Deux hommes, de l’eau jusqu’aux genoux, hissent à bord d’une pirogue un imposant cercueil en bois : à N’Djamena, les inondations n’épargnent pas les cimetières et certaines familles endeuillées empruntent des pirogues pour enterrer leurs proches.
A bord d’un de ces esquifs, Yamadji Mobaye, 60 ans, s’efforce de faire contre-poids pour maintenir l’équilibre précaire de l’embarcation qui menace de chavirer.
Sa jeune nièce décédée quelques jours plus tôt doit être enterrée au cimetière de Toukra, rendu inaccessible en raison des inondations qui affectent depuis plusieurs semaines le sud de la capitale N’Djamena.

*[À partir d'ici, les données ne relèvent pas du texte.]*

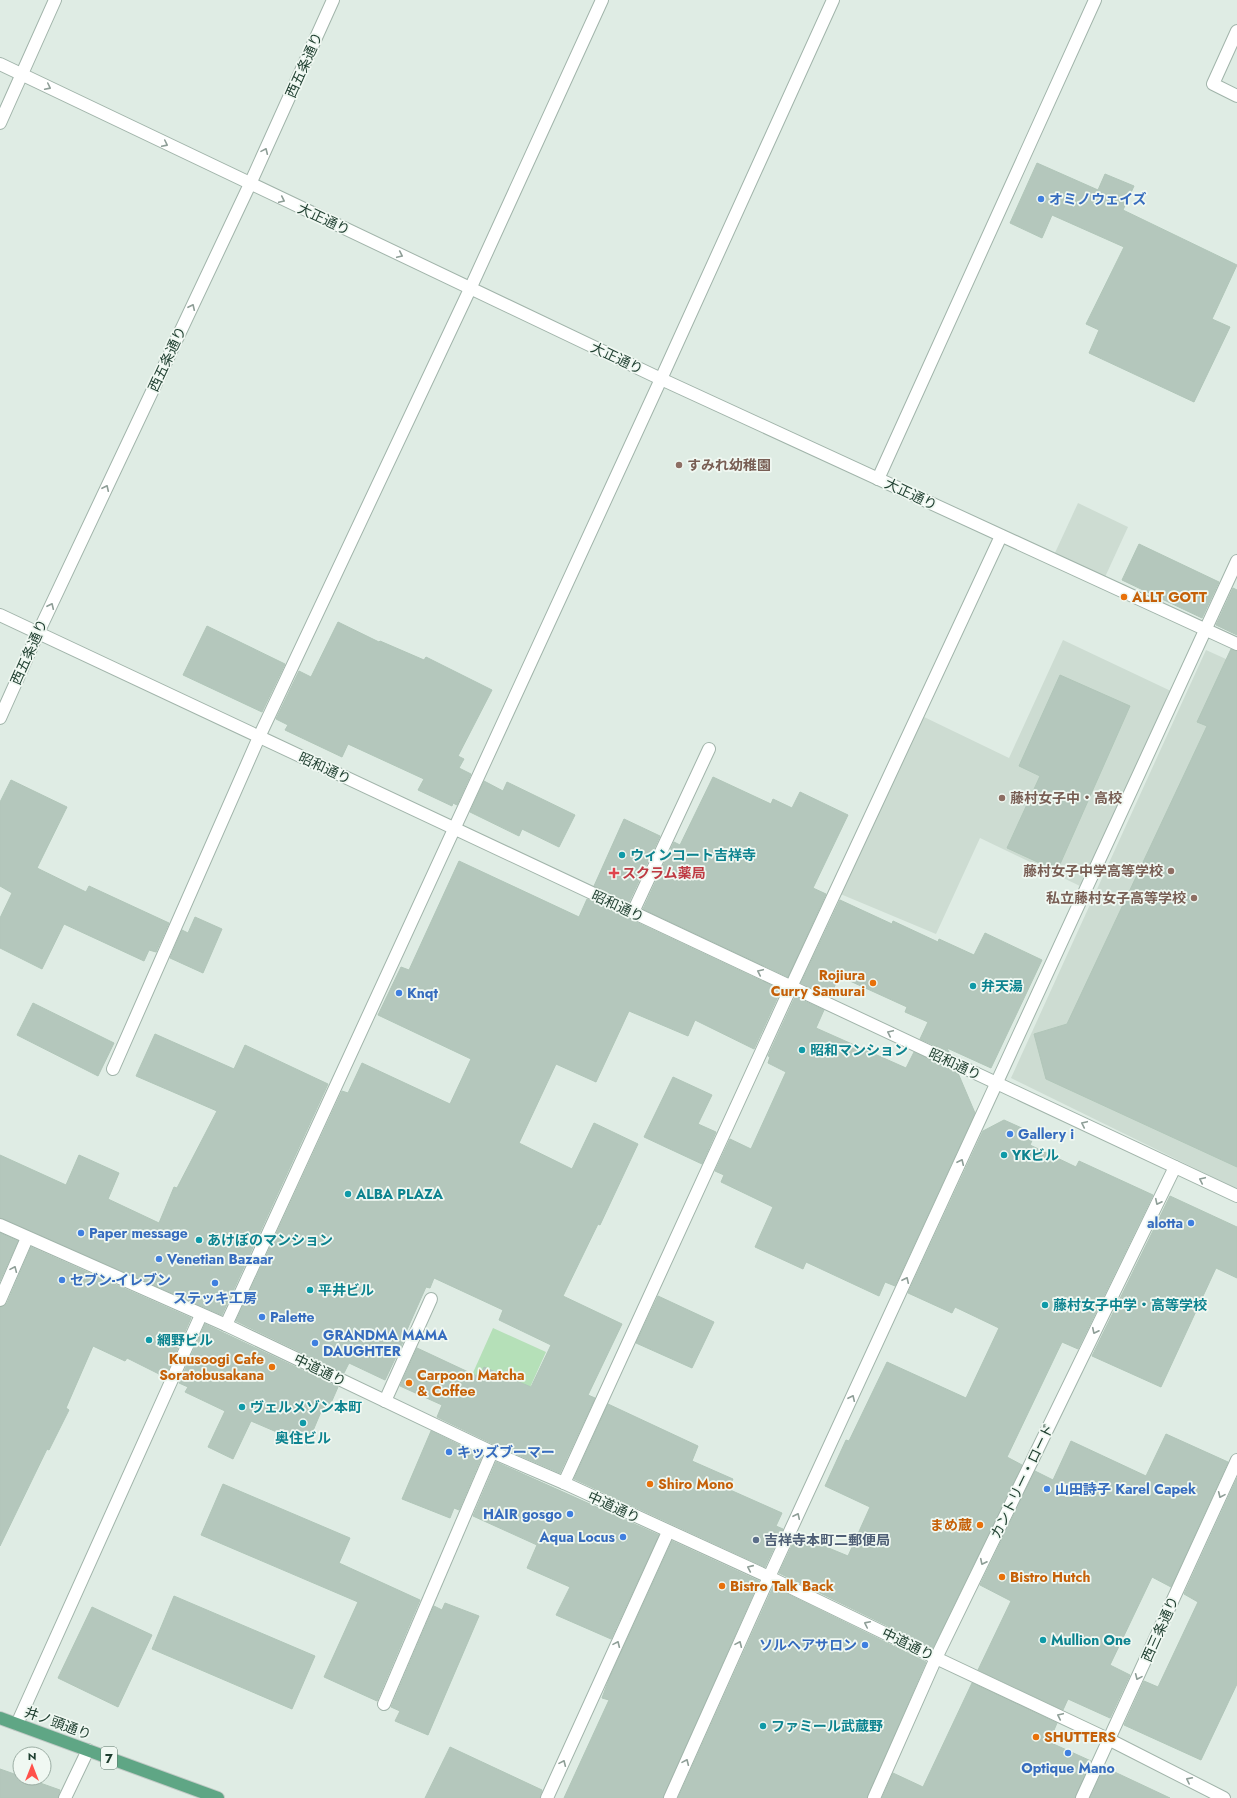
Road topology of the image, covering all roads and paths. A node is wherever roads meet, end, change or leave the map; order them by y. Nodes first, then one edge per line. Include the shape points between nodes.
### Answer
1 (55, 0) edge
2 (333, 0) edge
3 (602, 0) edge
4 (833, 0) edge
5 (1095, 0) edge
6 (1237, 31) edge
7 (0, 64) edge
8 (22, 75) junction
9 (1237, 96) edge
10 (0, 123) edge
11 (250, 184) junction
12 (470, 289) junction
13 (661, 380) junction
14 (878, 479) junction
15 (1001, 536) junction
16 (1237, 561) edge
17 (0, 615) edge
18 (1206, 630) junction
19 (38, 633) junction
20 (1237, 644) edge
21 (0, 718) edge
22 (259, 737) junction
23 (709, 749) dead end
24 (454, 828) junction
25 (633, 912) junction
26 (791, 987) junction
27 (113, 1069) dead end
28 (997, 1084) junction
29 (1175, 1167) junction
30 (1237, 1196) edge
31 (0, 1225) edge
32 (27, 1238) junction
33 (431, 1299) dead end
34 (0, 1300) edge
35 (201, 1315) junction
36 (226, 1325) junction
37 (385, 1401) junction
38 (492, 1452) junction
39 (1237, 1460) edge
40 (564, 1483) junction
41 (668, 1532) junction
42 (769, 1577) junction
43 (936, 1658) junction
44 (384, 1704) dead end
45 (0, 1718) edge
46 (17, 1724) junction
47 (1110, 1740) junction
48 (88, 1750) junction
49 (65, 1798) edge
50 (218, 1798) edge
51 (547, 1798) edge
52 (670, 1798) edge
53 (874, 1798) edge
54 (1082, 1798) edge
55 (1224, 1798) edge

1 - 8 street
11 -> 2 street, 西五条通り
3 - 12 street
4 - 13 street
5 - 14 street
6 - 9 street via 1213,84
7 - 8 street, 大正通り
8 - 10 street
8 -> 11 street, 大正通り
11 -> 12 street, 大正通り
19 -> 11 street, 西五条通り
12 - 13 street, 大正通り
12 - 22 street
13 - 14 street, 大正通り
13 - 24 street
14 - 15 street, 大正通り
15 - 18 street, 大正通り
15 - 26 street
16 - 18 street
17 - 19 street, 昭和通り
18 - 20 street, 大正通り
18 - 28 street
19 - 21 street, 西五条通り
19 - 22 street, 昭和通り
22 - 24 street, 昭和通り
22 - 27 street
23 - 25 street
24 - 25 street, 昭和通り
24 - 36 street
26 -> 25 street, 昭和通り
28 -> 26 street, 昭和通り
26 - 40 street
29 -> 28 street, 昭和通り
42 -> 28 street
30 -> 29 street, 昭和通り
29 -> 43 street, カントリー・ロード
31 - 32 street, 中道通り
34 -> 32 street
32 - 35 street, 中道通り
33 - 37 street
35 - 36 street, 中道通り
35 - 46 street
36 - 37 street, 中道通り
37 - 38 street, 中道通り
38 - 40 street, 中道通り
38 - 44 street
39 -> 47 street, 西三条通り
40 - 41 street, 中道通り
42 -> 41 street, 中道通り
51 -> 41 street
43 -> 42 street, 中道通り
52 -> 42 street
47 -> 43 street, 中道通り
43 - 53 street, カントリー・ロード
45 - 46 main road, 井ノ頭通り / 7
46 - 48 main road, 井ノ頭通り / 7
47 - 54 street, 西三条通り
55 -> 47 street, 中道通り
48 - 49 street
48 - 50 main road, 井ノ頭通り / 7

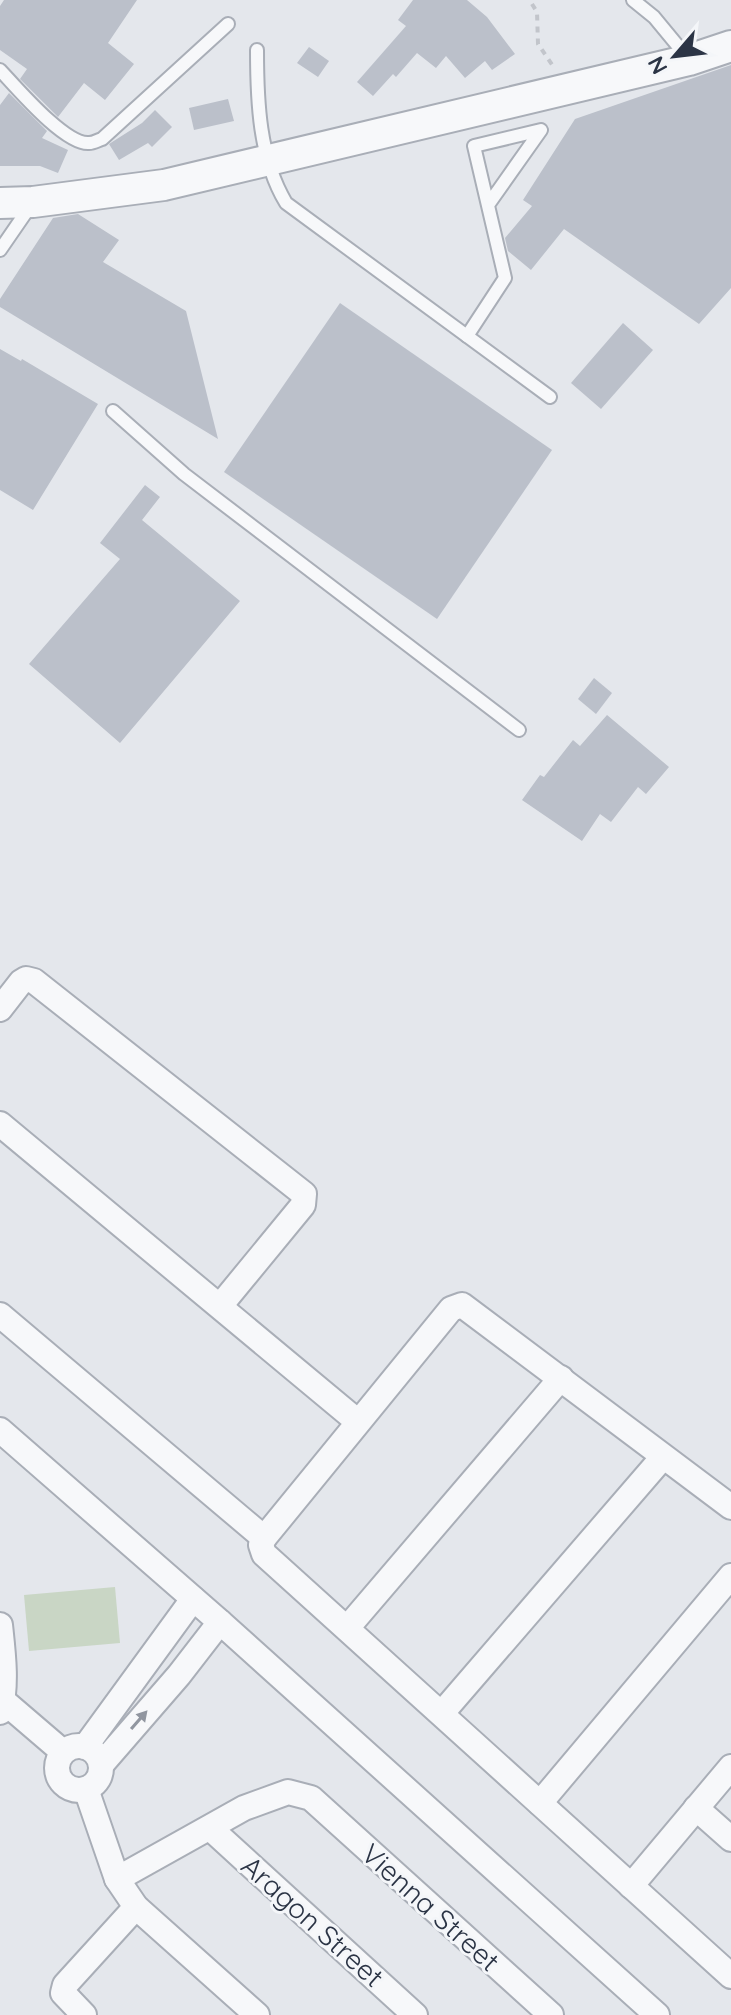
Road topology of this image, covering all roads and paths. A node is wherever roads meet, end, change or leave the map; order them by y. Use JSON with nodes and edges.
{"nodes":[{"id":1,"x":633,"y":0,"type":"edge"},
{"id":2,"x":532,"y":4,"type":"dead end"},
{"id":3,"x":228,"y":24,"type":"dead end"},
{"id":4,"x":731,"y":46,"type":"edge"},
{"id":5,"x":257,"y":50,"type":"dead end"},
{"id":6,"x":689,"y":60,"type":"junction"},
{"id":7,"x":0,"y":70,"type":"edge"},
{"id":8,"x":567,"y":89,"type":"junction"},
{"id":9,"x":268,"y":159,"type":"junction"},
{"id":10,"x":33,"y":202,"type":"junction"},
{"id":11,"x":0,"y":203,"type":"edge"},
{"id":12,"x":488,"y":205,"type":"junction"},
{"id":13,"x":0,"y":250,"type":"edge"},
{"id":14,"x":467,"y":336,"type":"junction"},
{"id":15,"x":550,"y":397,"type":"dead end"},
{"id":16,"x":113,"y":411,"type":"dead end"},
{"id":17,"x":519,"y":730,"type":"dead end"},
{"id":18,"x":0,"y":1009,"type":"edge"},
{"id":19,"x":0,"y":1124,"type":"edge"},
{"id":20,"x":220,"y":1306,"type":"junction"},
{"id":21,"x":0,"y":1315,"type":"edge"},
{"id":22,"x":561,"y":1378,"type":"junction"},
{"id":23,"x":357,"y":1421,"type":"junction"},
{"id":24,"x":0,"y":1430,"type":"edge"},
{"id":25,"x":663,"y":1457,"type":"junction"},
{"id":26,"x":731,"y":1507,"type":"edge"},
{"id":27,"x":264,"y":1538,"type":"junction"},
{"id":28,"x":731,"y":1576,"type":"edge"},
{"id":29,"x":193,"y":1599,"type":"junction"},
{"id":30,"x":220,"y":1622,"type":"junction"},
{"id":31,"x":0,"y":1625,"type":"edge"},
{"id":32,"x":348,"y":1627,"type":"junction"},
{"id":33,"x":169,"y":1633,"type":"junction"},
{"id":34,"x":195,"y":1653,"type":"junction"},
{"id":35,"x":138,"y":1675,"type":"junction"},
{"id":36,"x":162,"y":1693,"type":"junction"},
{"id":37,"x":1,"y":1703,"type":"edge"},
{"id":38,"x":442,"y":1713,"type":"junction"},
{"id":39,"x":83,"y":1755,"type":"junction"},
{"id":40,"x":731,"y":1767,"type":"edge"},
{"id":41,"x":86,"y":1789,"type":"junction"},
{"id":42,"x":540,"y":1803,"type":"junction"},
{"id":43,"x":696,"y":1808,"type":"junction"},
{"id":44,"x":210,"y":1828,"type":"junction"},
{"id":45,"x":731,"y":1839,"type":"edge"},
{"id":46,"x":117,"y":1879,"type":"junction"},
{"id":47,"x":631,"y":1886,"type":"junction"},
{"id":48,"x":136,"y":1907,"type":"junction"},
{"id":49,"x":731,"y":1976,"type":"edge"},
{"id":50,"x":84,"y":2015,"type":"edge"},
{"id":51,"x":257,"y":2015,"type":"edge"},
{"id":52,"x":415,"y":2015,"type":"edge"},
{"id":53,"x":551,"y":2015,"type":"edge"},
{"id":54,"x":657,"y":2015,"type":"edge"}],
"edges":[{"from":1,"to":6,"type":"lane"},
{"from":2,"to":8,"type":"path"},
{"from":3,"to":7,"type":"lane"},
{"from":4,"to":6,"type":"street"},
{"from":5,"to":9,"type":"lane"},
{"from":6,"to":8,"type":"street"},
{"from":8,"to":9,"type":"street"},
{"from":9,"to":10,"type":"street"},
{"from":9,"to":14,"type":"lane"},
{"from":10,"to":11,"type":"street"},
{"from":10,"to":13,"type":"lane"},
{"from":12,"to":12,"type":"lane"},
{"from":12,"to":14,"type":"lane"},
{"from":14,"to":15,"type":"lane"},
{"from":16,"to":17,"type":"lane"},
{"from":18,"to":20,"type":"street"},
{"from":19,"to":20,"type":"street"},
{"from":20,"to":23,"type":"street"},
{"from":21,"to":27,"type":"street"},
{"from":22,"to":23,"type":"street"},
{"from":22,"to":25,"type":"street"},
{"from":22,"to":32,"type":"street"},
{"from":23,"to":27,"type":"street"},
{"from":24,"to":29,"type":"street"},
{"from":25,"to":26,"type":"street"},
{"from":25,"to":38,"type":"street"},
{"from":27,"to":32,"type":"street"},
{"from":28,"to":42,"type":"street"},
{"from":29,"to":30,"type":"street"},
{"from":29,"to":33,"type":"street"},
{"from":30,"to":34,"type":"street"},
{"from":30,"to":54,"type":"street"},
{"from":31,"to":37,"type":"street"},
{"from":32,"to":38,"type":"street"},
{"from":33,"to":34,"type":"street"},
{"from":33,"to":35,"type":"street"},
{"from":34,"to":36,"type":"street"},
{"from":35,"to":36,"type":"street"},
{"from":35,"to":39,"type":"street"},
{"from":39,"to":36,"type":"street","one_way":true},
{"from":37,"to":39,"type":"street"},
{"from":38,"to":42,"type":"street"},
{"from":39,"to":41,"type":"street"},
{"from":39,"to":41,"type":"street"},
{"from":40,"to":43,"type":"street"},
{"from":41,"to":46,"type":"street"},
{"from":42,"to":47,"type":"street"},
{"from":43,"to":45,"type":"street"},
{"from":43,"to":47,"type":"street"},
{"from":44,"to":46,"type":"street"},
{"from":44,"to":52,"type":"street","name":"Aragon Street"},
{"from":44,"to":53,"type":"street","name":"Vienna Street"},
{"from":46,"to":48,"type":"street"},
{"from":47,"to":49,"type":"street"},
{"from":48,"to":50,"type":"street"},
{"from":48,"to":51,"type":"street"}]}
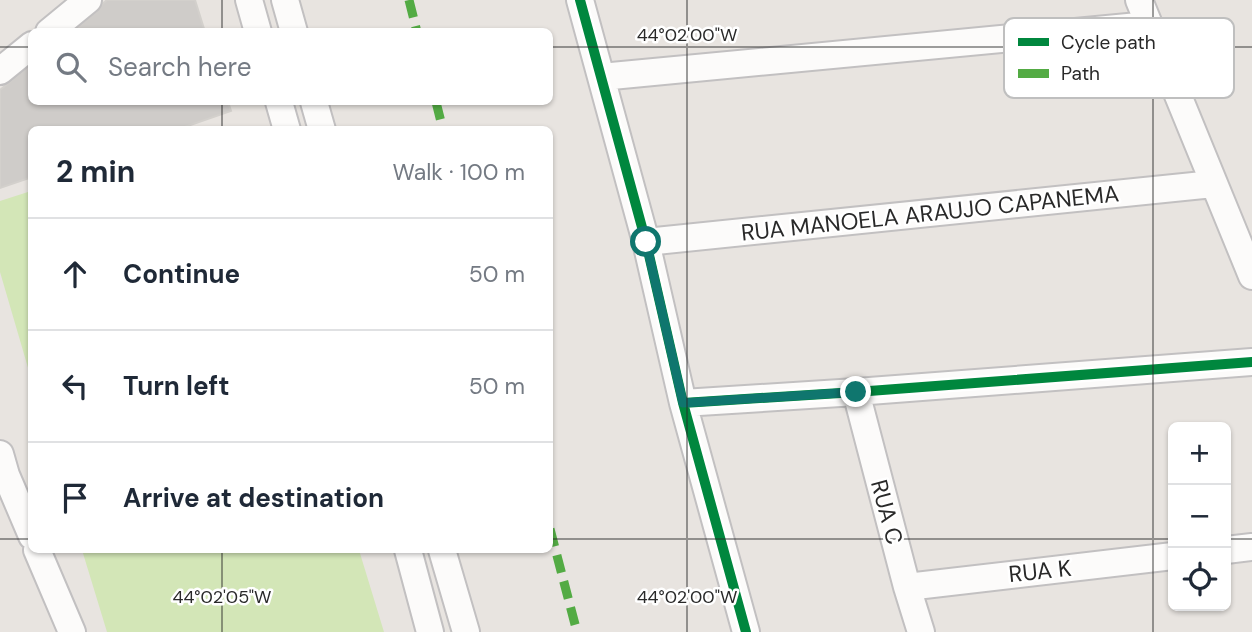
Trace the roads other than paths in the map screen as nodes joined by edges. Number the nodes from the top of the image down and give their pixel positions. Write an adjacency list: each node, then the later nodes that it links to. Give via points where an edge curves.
1 (88, 0): 7 (street)
2 (249, 0): 8 (street)
3 (285, 0): 9 (street)
4 (580, 0): 13 (street)
5 (1139, 0): 6 (street)
6 (1146, 18)
7 (54, 28)
8 (257, 28)
9 (293, 28)
10 (1004, 38): 13 (street)
11 (28, 48): 12 (street)
12 (0, 71)
13 (601, 77): 20 (street)
14 (1179, 98): 19 (street)
15 (280, 105): 17 (street)
16 (315, 105): 18 (street)
17 (286, 126)
18 (321, 126)
19 (1213, 184): 20 (street, RUA MANOELA ARAUJO CAPANEMA); 21 (street)
20 (646, 242): 24 (street)
21 (1252, 276)
22 (1252, 362): 23 (street)
23 (856, 392): 24 (street); 33 (street, RUA C)
24 (683, 403): 37 (street)
25 (2, 470): 26 (street)
26 (28, 527)
27 (1252, 547): 28 (street)
28 (1231, 549)
29 (38, 553): 34 (street)
30 (409, 553): 36 (street)
31 (443, 553): 35 (street)
32 (1168, 557): 33 (street, RUA K)
33 (907, 587): 38 (street, RUA C)
34 (67, 629)
35 (464, 630)
36 (430, 632)
37 (746, 632)
38 (920, 632)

« C’est difficile quand Dieu rappelle un des nôtres en cette période d’inondations. La pirogue c’est notre seule chance d’accéder au cimetière », confie le sexagénaire. La route principale conduisant à Toukra est totalement submergée rendant quasi-impossible l’accès au plus grand cimetière chrétien de la ville.
Corbillard flottant
Depuis plusieurs semaines, la capitale et le sud du Tchad sont particulièrement touchés par de fortes inondations. Les crues du Chari et du Logone qui bordent N’Djamena ont affecté plus de 98 000 personnes, selon le dernier bilan du Bureau de coordination des affaires humanitaires de l’ONU (Ocha) au Tchad.